La sua Inter nacque con giovani da forgiare e pochi innesti mirati. Altobelli e Scanziani furono i primi tasselli, seguiti da ragazzi di talento come Beccalossi e Pasinato. All’inizio arrivarono un quinto posto e una Coppa Italia, ma la svolta giunse due anni più tardi: la stagione 1979-’80. Quella squadra, tutta corsa e carattere, asfaltò Milan e Juventus in un magico autunno e si prese lo scudetto con tre giornate d’anticipo.
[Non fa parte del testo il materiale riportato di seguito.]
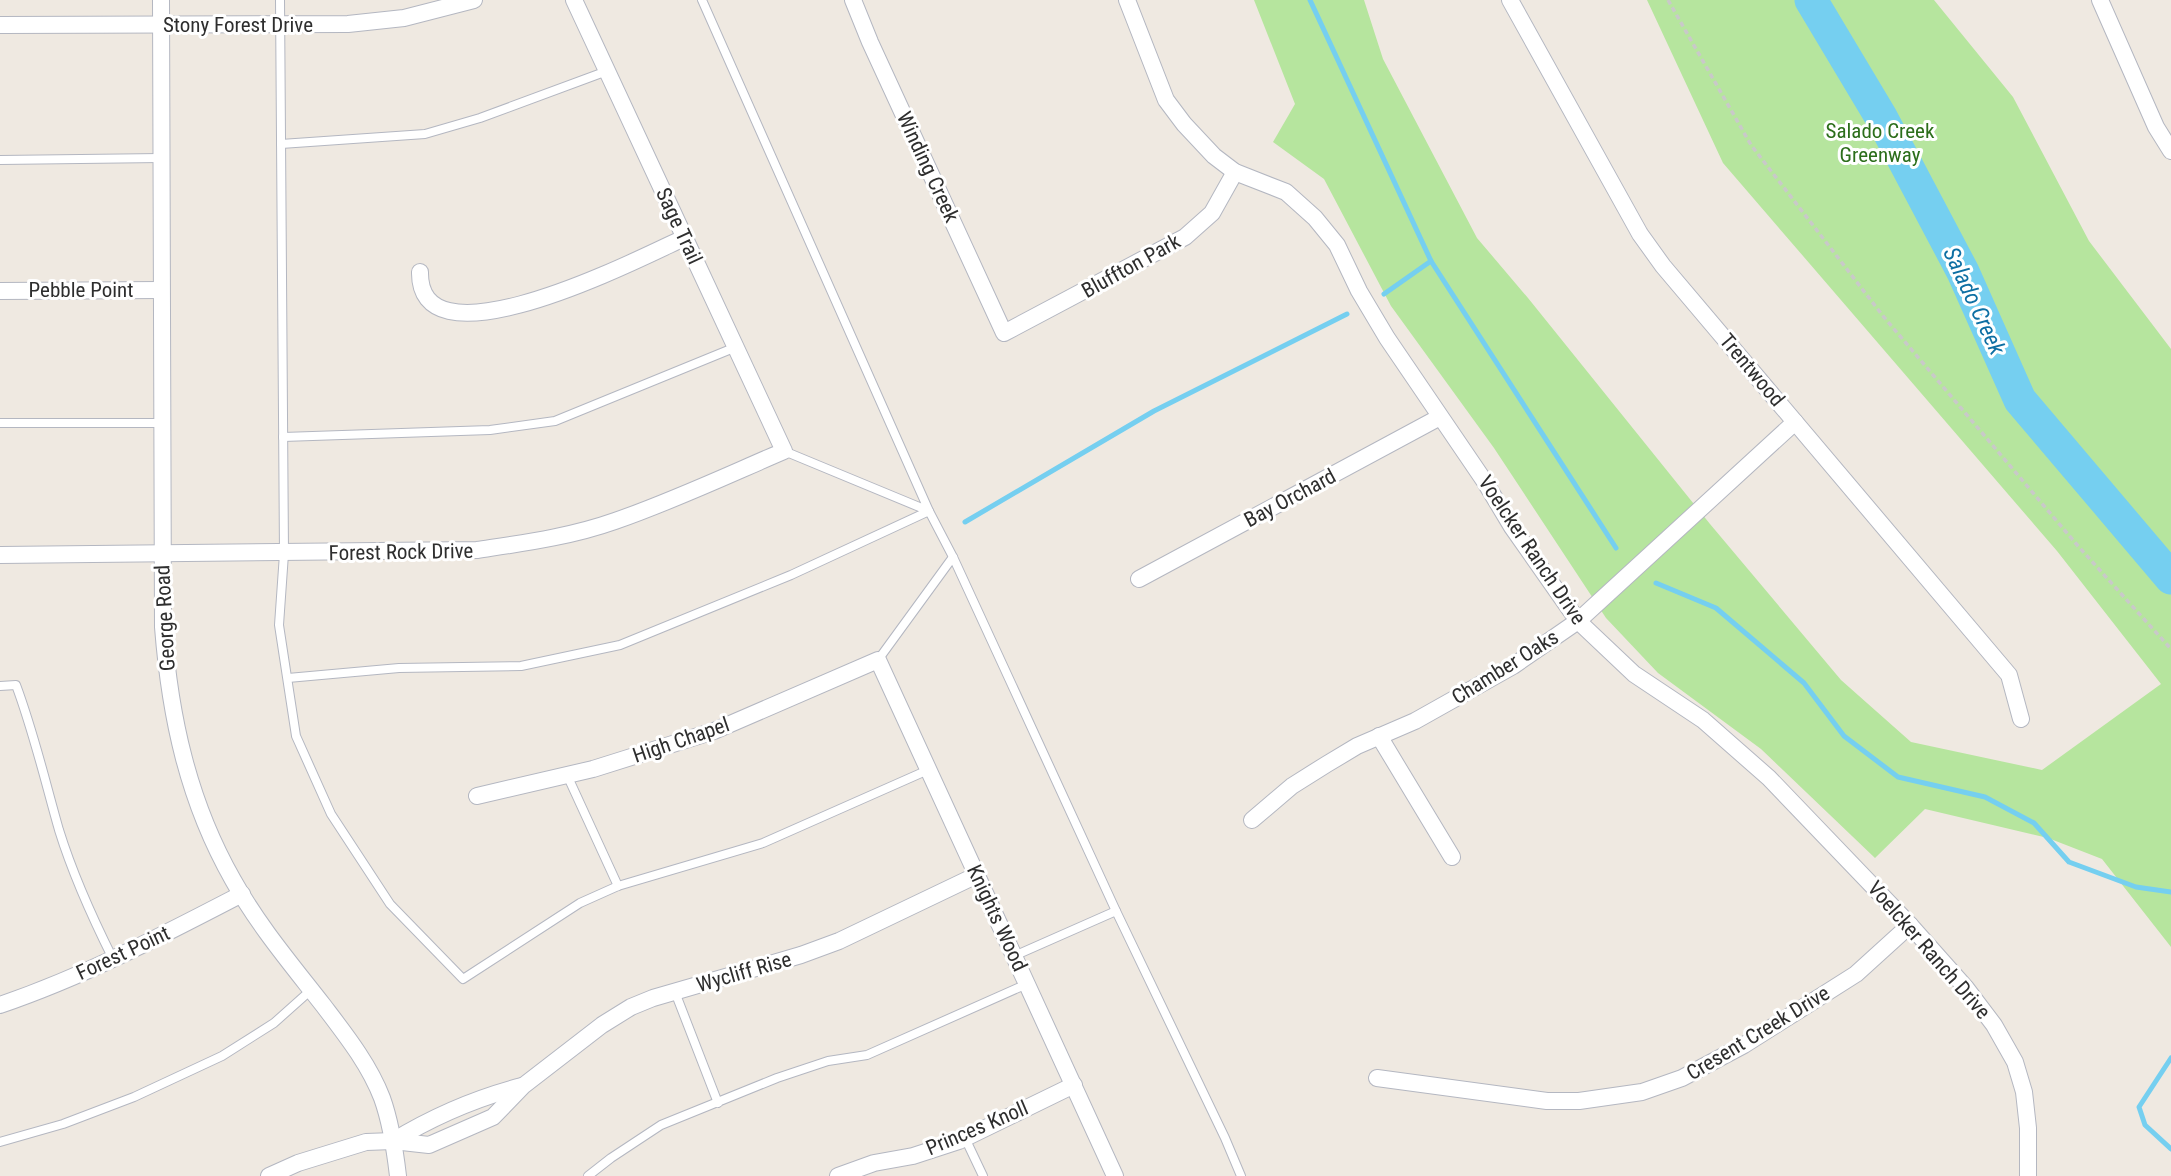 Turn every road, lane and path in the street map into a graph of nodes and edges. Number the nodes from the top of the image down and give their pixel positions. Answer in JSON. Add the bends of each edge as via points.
{"nodes":[{"id":1,"x":161,"y":0,"type":"edge"},
{"id":2,"x":280,"y":0,"type":"edge"},
{"id":3,"x":474,"y":0,"type":"edge"},
{"id":4,"x":574,"y":0,"type":"edge"},
{"id":5,"x":702,"y":0,"type":"edge"},
{"id":6,"x":853,"y":0,"type":"edge"},
{"id":7,"x":1127,"y":0,"type":"edge"},
{"id":8,"x":1510,"y":0,"type":"edge"},
{"id":9,"x":1668,"y":0,"type":"edge"},
{"id":10,"x":2100,"y":0,"type":"edge"},
{"id":11,"x":2110,"y":0,"type":"edge"},
{"id":12,"x":279,"y":24,"type":"junction"},
{"id":13,"x":0,"y":25,"type":"edge"},
{"id":14,"x":160,"y":25,"type":"junction"},
{"id":15,"x":607,"y":71,"type":"junction"},
{"id":16,"x":281,"y":144,"type":"junction"},
{"id":17,"x":2171,"y":151,"type":"edge"},
{"id":18,"x":161,"y":159,"type":"junction"},
{"id":19,"x":0,"y":160,"type":"edge"},
{"id":20,"x":1235,"y":172,"type":"junction"},
{"id":21,"x":684,"y":238,"type":"junction"},
{"id":22,"x":421,"y":272,"type":"dead end"},
{"id":23,"x":0,"y":290,"type":"edge"},
{"id":24,"x":161,"y":290,"type":"junction"},
{"id":25,"x":1004,"y":334,"type":"joint"},
{"id":26,"x":736,"y":347,"type":"junction"},
{"id":27,"x":1440,"y":417,"type":"junction"},
{"id":28,"x":1795,"y":422,"type":"junction"},
{"id":29,"x":0,"y":423,"type":"edge"},
{"id":30,"x":162,"y":423,"type":"junction"},
{"id":31,"x":284,"y":437,"type":"junction"},
{"id":32,"x":784,"y":451,"type":"junction"},
{"id":33,"x":929,"y":511,"type":"junction"},
{"id":34,"x":284,"y":554,"type":"junction"},
{"id":35,"x":0,"y":555,"type":"edge"},
{"id":36,"x":162,"y":555,"type":"junction"},
{"id":37,"x":953,"y":557,"type":"junction"},
{"id":38,"x":1139,"y":579,"type":"dead end"},
{"id":39,"x":1578,"y":621,"type":"junction"},
{"id":40,"x":2171,"y":649,"type":"edge"},
{"id":41,"x":878,"y":660,"type":"junction"},
{"id":42,"x":288,"y":678,"type":"junction"},
{"id":43,"x":0,"y":686,"type":"edge"},
{"id":44,"x":2021,"y":719,"type":"dead end"},
{"id":45,"x":1379,"y":736,"type":"junction"},
{"id":46,"x":928,"y":770,"type":"junction"},
{"id":47,"x":567,"y":775,"type":"junction"},
{"id":48,"x":477,"y":796,"type":"dead end"},
{"id":49,"x":1252,"y":820,"type":"dead end"},
{"id":50,"x":1452,"y":857,"type":"dead end"},
{"id":51,"x":977,"y":875,"type":"junction"},
{"id":52,"x":618,"y":886,"type":"junction"},
{"id":53,"x":242,"y":894,"type":"junction"},
{"id":54,"x":1116,"y":911,"type":"junction"},
{"id":55,"x":1910,"y":925,"type":"junction"},
{"id":56,"x":1014,"y":956,"type":"junction"},
{"id":57,"x":113,"y":959,"type":"junction"},
{"id":58,"x":1027,"y":984,"type":"junction"},
{"id":59,"x":311,"y":990,"type":"junction"},
{"id":60,"x":675,"y":992,"type":"junction"},
{"id":61,"x":0,"y":1005,"type":"edge"},
{"id":62,"x":1377,"y":1078,"type":"dead end"},
{"id":63,"x":1074,"y":1085,"type":"junction"},
{"id":64,"x":523,"y":1086,"type":"junction"},
{"id":65,"x":718,"y":1103,"type":"junction"},
{"id":66,"x":965,"y":1138,"type":"junction"},
{"id":67,"x":393,"y":1141,"type":"junction"},
{"id":68,"x":0,"y":1142,"type":"edge"},
{"id":69,"x":849,"y":1174,"type":"edge"},
{"id":70,"x":269,"y":1176,"type":"edge"},
{"id":71,"x":398,"y":1176,"type":"edge"},
{"id":72,"x":588,"y":1176,"type":"edge"},
{"id":73,"x":983,"y":1176,"type":"edge"},
{"id":74,"x":1115,"y":1176,"type":"edge"},
{"id":75,"x":1241,"y":1176,"type":"edge"},
{"id":76,"x":2028,"y":1176,"type":"edge"}],
"edges":[{"from":1,"to":14,"type":"street","name":"George Road"},
{"from":2,"to":12,"type":"lane"},
{"from":3,"to":12,"type":"street","name":"Stony Forest Drive","via":[[404,18]]},
{"from":4,"to":15,"type":"street","name":"Sage Trail"},
{"from":5,"to":33,"type":"lane"},
{"from":6,"to":25,"type":"street","name":"Winding Creek"},
{"from":7,"to":20,"type":"street","name":"Voelcker Ranch Drive","via":[[1166,100],[1214,156]]},
{"from":8,"to":28,"type":"street","name":"Trentwood","via":[[1640,234]]},
{"from":9,"to":40,"type":"path","via":[[1751,145],[1866,295]]},
{"from":10,"to":11,"type":"street"},
{"from":10,"to":17,"type":"street"},
{"from":12,"to":14,"type":"street","name":"Stony Forest Drive"},
{"from":12,"to":16,"type":"lane"},
{"from":13,"to":14,"type":"street","name":"Stony Forest Drive"},
{"from":14,"to":18,"type":"street","name":"George Road"},
{"from":15,"to":16,"type":"lane","via":[[425,134]]},
{"from":15,"to":21,"type":"street","name":"Sage Trail"},
{"from":16,"to":31,"type":"lane"},
{"from":18,"to":19,"type":"lane"},
{"from":18,"to":24,"type":"street","name":"George Road"},
{"from":20,"to":25,"type":"street","name":"Bluffton Park","via":[[1212,213],[1191,233]]},
{"from":20,"to":27,"type":"street","name":"Voelcker Ranch Drive","via":[[1286,192],[1323,227],[1387,338]]},
{"from":21,"to":22,"type":"street","via":[[571,290],[479,313],[456,312],[430,300],[420,285]]},
{"from":21,"to":26,"type":"street","name":"Sage Trail"},
{"from":23,"to":24,"type":"street","name":"Pebble Point"},
{"from":24,"to":30,"type":"street","name":"George Road"},
{"from":26,"to":31,"type":"lane","via":[[555,421],[490,430]]},
{"from":26,"to":32,"type":"street","name":"Sage Trail"},
{"from":27,"to":38,"type":"street","name":"Bay Orchard"},
{"from":27,"to":39,"type":"street","name":"Voelcker Ranch Drive"},
{"from":28,"to":39,"type":"street","name":"Chamber Oaks"},
{"from":28,"to":44,"type":"street","name":"Trentwood","via":[[2009,675]]},
{"from":29,"to":30,"type":"lane"},
{"from":30,"to":36,"type":"street","name":"George Road"},
{"from":31,"to":34,"type":"lane"},
{"from":32,"to":33,"type":"lane"},
{"from":32,"to":34,"type":"street","name":"Forest Rock Drive","via":[[613,522],[545,540],[477,550]]},
{"from":33,"to":37,"type":"lane"},
{"from":33,"to":42,"type":"lane","via":[[791,575],[620,645],[521,666],[399,668]]},
{"from":34,"to":36,"type":"street","name":"Forest Rock Drive"},
{"from":34,"to":42,"type":"lane","via":[[279,625]]},
{"from":35,"to":36,"type":"street","name":"Forest Rock Drive"},
{"from":36,"to":53,"type":"street","name":"George Road","via":[[163,627],[172,714],[207,827]]},
{"from":37,"to":41,"type":"lane"},
{"from":37,"to":54,"type":"lane"},
{"from":39,"to":45,"type":"street","name":"Chamber Oaks","via":[[1513,666]]},
{"from":39,"to":55,"type":"street","name":"Voelcker Ranch Drive","via":[[1634,674],[1703,720],[1769,778]]},
{"from":41,"to":46,"type":"street","name":"Knights Wood"},
{"from":41,"to":47,"type":"street","name":"High Chapel","via":[[714,731]]},
{"from":42,"to":52,"type":"lane","via":[[296,736],[331,814],[390,904],[463,979],[580,903]]},
{"from":43,"to":57,"type":"lane","via":[[16,685],[64,843],[89,912]]},
{"from":45,"to":49,"type":"street","name":"Chamber Oaks","via":[[1292,786]]},
{"from":45,"to":50,"type":"street"},
{"from":46,"to":51,"type":"street","name":"Knights Wood"},
{"from":46,"to":52,"type":"lane","via":[[763,843]]},
{"from":47,"to":48,"type":"street","name":"High Chapel"},
{"from":47,"to":52,"type":"lane"},
{"from":51,"to":56,"type":"street","name":"Knights Wood"},
{"from":51,"to":60,"type":"street","name":"Wycliff Rise","via":[[801,956]]},
{"from":53,"to":57,"type":"street","name":"Forest Point"},
{"from":53,"to":59,"type":"street","name":"George Road"},
{"from":54,"to":56,"type":"lane"},
{"from":54,"to":75,"type":"lane"},
{"from":55,"to":62,"type":"street","name":"Cresent Creek Drive","via":[[1856,974],[1744,1045],[1682,1078],[1642,1091],[1547,1101]]},
{"from":55,"to":76,"type":"street","name":"Voelcker Ranch Drive","via":[[1994,1024],[2015,1062],[2028,1128]]},
{"from":56,"to":58,"type":"street","name":"Knights Wood"},
{"from":57,"to":61,"type":"street","name":"Forest Point"},
{"from":58,"to":63,"type":"street","name":"Knights Wood"},
{"from":58,"to":65,"type":"lane","via":[[867,1055],[828,1061]]},
{"from":59,"to":67,"type":"street","name":"George Road","via":[[371,1075]]},
{"from":59,"to":68,"type":"lane","via":[[274,1023],[222,1056],[134,1097]]},
{"from":60,"to":64,"type":"street","name":"Wycliff Rise","via":[[631,1007]]},
{"from":60,"to":65,"type":"lane"},
{"from":63,"to":66,"type":"street","name":"Princes Knoll"},
{"from":63,"to":74,"type":"street","name":"Knights Wood"},
{"from":64,"to":67,"type":"street","name":"Wycliff Rise","via":[[489,1094]]},
{"from":64,"to":67,"type":"street","name":"Wycliff Rise","via":[[493,1117],[429,1145]]},
{"from":65,"to":72,"type":"lane","via":[[661,1125]]},
{"from":66,"to":69,"type":"street","name":"Princes Knoll"},
{"from":66,"to":73,"type":"lane"},
{"from":67,"to":70,"type":"street","via":[[366,1142]]},
{"from":67,"to":71,"type":"street","name":"George Road"}]}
Un campionato che rimase storico: l’ultimo senza stranieri e il primo segnato dallo scandalo del calcioscommesse, che travolse molti ma non l’Inter di Bersellini, solida e immune a certe tentazioni.

Negli anni successivi il tecnico non riuscì a ripetere l’impresa in campionato, ma regalò un’altra Coppa Italia e una semifinale di Coppa dei Campioni, sfumata nel doppio confronto con il Real Madrid. Lasciò l’Inter dopo cinque stagioni, con la fama di uomo integerrimo, poco incline ai riflettori, ma capace di trasmettere un’identità forte alla squadra.
Bersellini non fu un innovatore raffinato, né un esteta del calcio. Fu piuttosto un costruttore paziente, che con lavoro e rigore riportò i nerazzurri a vincere. A suo modo, un allenatore irripetibile.